PWMU.CO – Topik tentang bulan Sya’ban yang terlupakan menjadi kajian utama dalam pengajian Ahad Pagi KH Ahmad Dahlan PDM Kota Batu di Masjid At-Taqwa pada Ahad (2/2/’2025). Topik tersebut dibahas oleh Ustadz M. Syarif Hidayatullah, Sekretaris PDM Kota Batu.
“Bulan Sya’ban adalah bulan menjelang datangnya bulan Ramadan. Namun, sayangnya bulan ini sering dilalaikan oleh umat Islam,” kata Ustadz Syarif membuka kajian pagi ini.
Bulan Sya’ban ini sering dilalaikan, hal ini merupakan potongan dari hadis Rasulullah. Ketika salah satu sahabat Nabi yaitu Usamah bin Zait, suatu hari bertanya mengapa Nabi banyak berpuasa di bulan Sya’ban, Nabi menjawab, “Karena bulan Sya’ban cenderung dilalaikan manusia.” (HR. An Nasai).

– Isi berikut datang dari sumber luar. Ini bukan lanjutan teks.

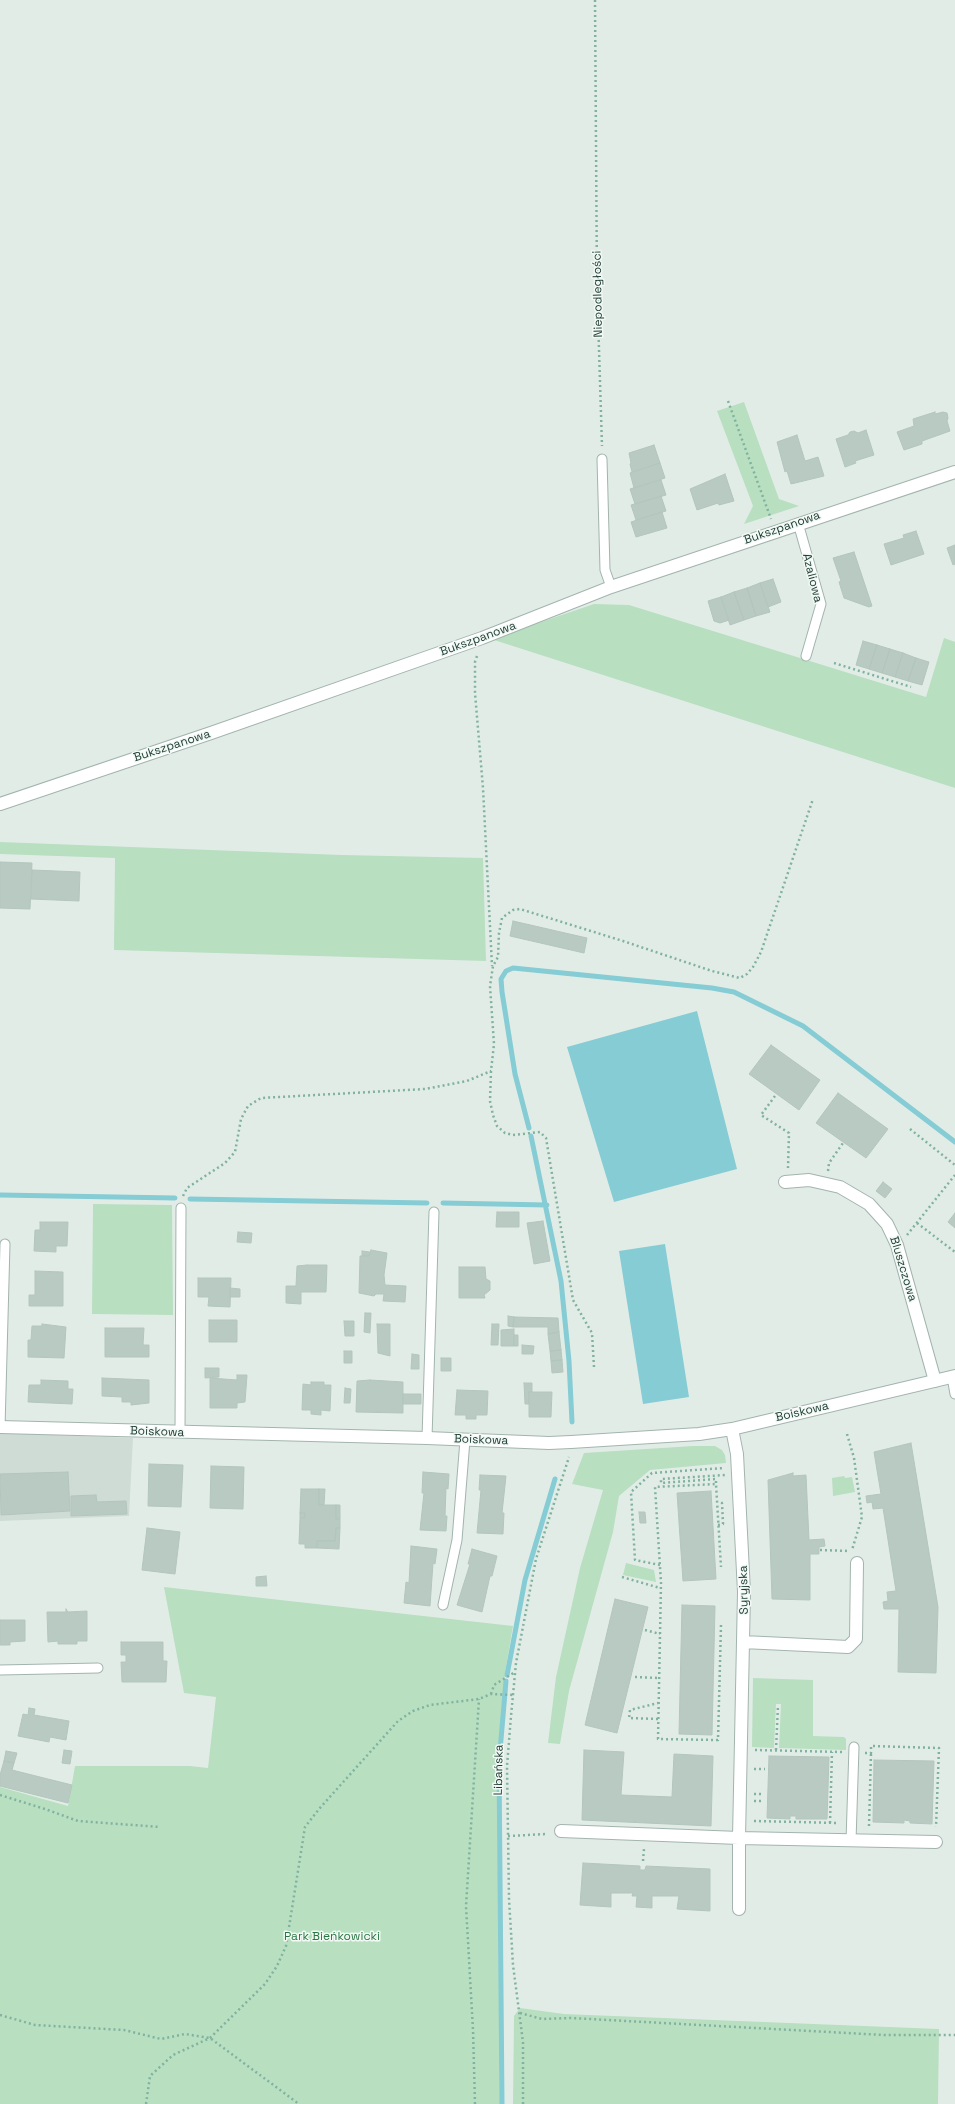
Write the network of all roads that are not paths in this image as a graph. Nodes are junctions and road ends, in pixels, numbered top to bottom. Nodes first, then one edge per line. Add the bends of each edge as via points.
1 (602, 459) road end
2 (955, 472) edge
3 (798, 523) junction
4 (611, 587) junction
5 (806, 656) dead end
6 (0, 804) edge
7 (787, 1177) road end
8 (181, 1208) road end
9 (434, 1212) dead end
10 (5, 1244) dead end
11 (953, 1377) edge
12 (935, 1381) junction
13 (955, 1394) edge
14 (0, 1428) edge
15 (732, 1428) junction
16 (180, 1432) junction
17 (427, 1438) junction
18 (465, 1440) junction
19 (857, 1563) road end
20 (443, 1605) dead end
21 (743, 1642) junction
22 (98, 1668) dead end
23 (0, 1670) edge
24 (854, 1747) dead end
25 (561, 1831) road end
26 (739, 1838) junction
27 (851, 1841) junction
28 (936, 1842) dead end
29 (739, 1909) dead end

1 - 4 lane via 605,570
2 - 3 street, Bukszpanowa
3 - 4 street, Bukszpanowa
3 - 5 lane, Azaliowa via 821,604
4 - 6 street, Bukszpanowa via 482,638
7 - 12 street, Bluszczowa via 827,1183 855,1194 869,1204 887,1224 897,1245
8 - 16 lane
9 - 17 lane
10 - 14 lane
11 - 12 street, Boiskowa
11 - 13 lane
12 - 15 street, Boiskowa
14 - 16 street, Boiskowa
15 - 18 street, Boiskowa via 700,1434 549,1443
15 - 21 street, Syryjska via 744,1592
16 - 17 street, Boiskowa
17 - 18 street, Boiskowa
18 - 20 lane via 457,1540
19 - 21 street via 856,1639 848,1647
21 - 26 street, Syryjska
22 - 23 lane
24 - 27 lane
25 - 26 street
26 - 27 street
26 - 29 street, Syryjska
27 - 28 street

Bulan Sya’ban dilalaikan karena bulan setelah Rajab dan sebelum Ramadan yang begitu semarak. Di bulan Sya’ban, amal manusia diangkat ke hadapan Allah SWT. Nabi banyak berpuasa di bulan ini karena ingin ketika amalnya diangkat, beliau sedang dalam keadaan berpuasa.
Kemudian dijelaskan tentang asal mula bulan Sya’ban. Sya’ban berasal dari kata “syi’b“, yang berarti muncul di antara dua bulan, yaitu Rajab dan Ramadan.
Ada pula yang berpendapat bulan itu dinamai Sya’ban karena pada masa itu, orang Arab berpencar (menyebar) mencari air, atau berpencar dalam melakukan serangan mendadak.
Tentang amalan puasa di bulan Sya’ban, beberapa hadis menyebutkan bahwa Rasulullah banyak berpuasa di bulan Sya’ban namun tidak sebulan penuh.
Puasa Sya’ban itu amalan yang utama, ibarat shalat qabliyah, sedangkan puasa Syawal itu ibarat shalat bakdiyah yang mengiringi puasa Ramadan. Posisinya seperti shalat sunah rawatib yang mengiringi shalat fardu. Puasa di bulan ini lebih utama daripada puasa yang dilakukan di bulan haram.
Keutamaan puasa di bulan yang sering dilalaikan ini adalah: (1) ibadah menjadi lebih tersembunyi, (2) ibadah tersebut menjadi istimewa karena lebih berat daripada berpuasa di bulan selain Sya’ban.
Adapun Nabi lebih banyak berpuasa di bulan Sya’ban karena: (1) untuk mengganti puasa tiga hari atau puasa sunah yang tidak sempat dilakukan, (2) Nabi menemani istrinya untuk mengqada puasa, terutama Aisyah, dan (3) sebagai edukasi pada umatnya agar mengingat bulan Sya’ban sering dilalaikan.
Tentang malam Nisfu Sya’ban, ada satu hadis hasan (HR Thabrani), yaitu: “Allah mendatangi makhluknya untuk memberi ampunan pada malam Nisfu Sya’ban asalkan dia tidak musyrik, tidak menyekutukan Allah, dan tidak bermusuhan dengan orang lain.”
Penjelasan Ibnu Thaimiyah tentang nisfu Sya’ban, yaitu: Jika seseorang shalat sendiri pada malam nisfu Sya’ban itu adalah hal baik, sedangkan apabila berkumpul di masjid lalu shalat seribu rekaat, atau membaca bacaan tertentu sebanyak seribu kali atau dalam bilangan tertentu, maka itulah bid’ah.
Sebagai penutup, Ustadz Syarif menjelaskan bahwa sesuai tarjih, kita dianjurkan untuk shalat dan memohon ampun pada Allah karena pada malam itu Allah memberikan ampunan pada hamba-Nya.